### ABOUT THIS EXERCISE
Could you retype all of the records exactly, leaving out every picture?

EXERCISE INPUTS START

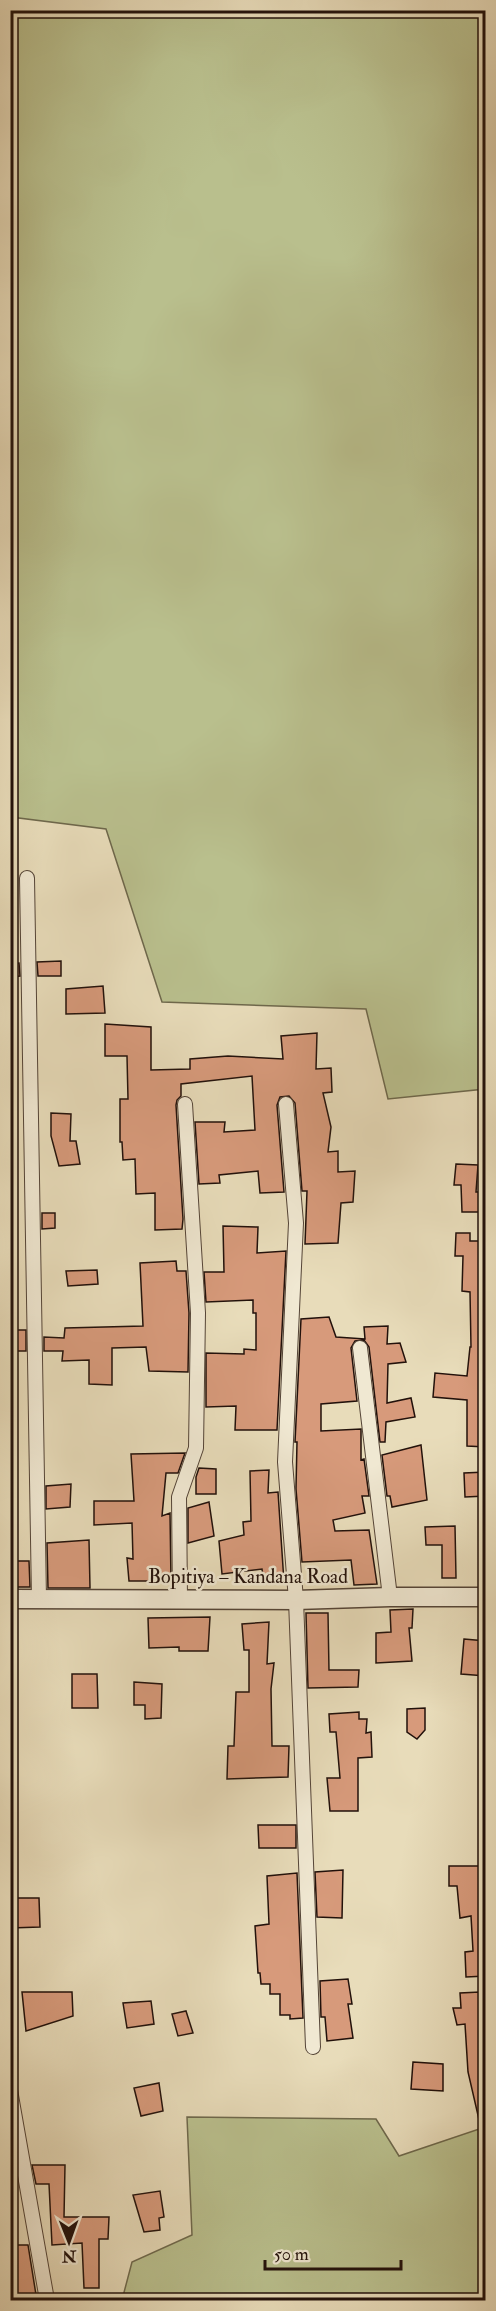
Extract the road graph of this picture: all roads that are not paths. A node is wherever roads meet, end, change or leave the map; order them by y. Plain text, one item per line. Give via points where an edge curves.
1 (27, 878) dead end
2 (185, 1104) dead end
3 (286, 1104) dead end
4 (360, 1348) dead end
5 (390, 1597) junction
6 (486, 1597) edge
7 (10, 1599) edge
8 (39, 1599) junction
9 (180, 1599) junction
10 (296, 1600) junction
11 (313, 2047) dead end
12 (10, 2090) edge
13 (47, 2301) edge

1 - 8 street
2 - 9 street via 198,1313 196,1448 179,1497
3 - 10 street via 296,1223 285,1462
4 - 5 street
5 - 6 street, Bopitiya – Kandana Road
5 - 10 street, Bopitiya – Kandana Road
7 - 8 street, Bopitiya – Kandana Road
8 - 9 street, Bopitiya – Kandana Road
9 - 10 street, Bopitiya – Kandana Road
10 - 11 street
12 - 13 street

EXERCISE INPUTS END

### THE ANSWER
Extract the road graph of this picture: all roads that are not paths. A node is wherever roads meet, end, change or leave the map; order them by y. Plain text, one item per line. Give via points where an edge curves.
1 (27, 878) dead end
2 (185, 1104) dead end
3 (286, 1104) dead end
4 (360, 1348) dead end
5 (390, 1597) junction
6 (486, 1597) edge
7 (10, 1599) edge
8 (39, 1599) junction
9 (180, 1599) junction
10 (296, 1600) junction
11 (313, 2047) dead end
12 (10, 2090) edge
13 (47, 2301) edge

1 - 8 street
2 - 9 street via 198,1313 196,1448 179,1497
3 - 10 street via 296,1223 285,1462
4 - 5 street
5 - 6 street, Bopitiya – Kandana Road
5 - 10 street, Bopitiya – Kandana Road
7 - 8 street, Bopitiya – Kandana Road
8 - 9 street, Bopitiya – Kandana Road
9 - 10 street, Bopitiya – Kandana Road
10 - 11 street
12 - 13 street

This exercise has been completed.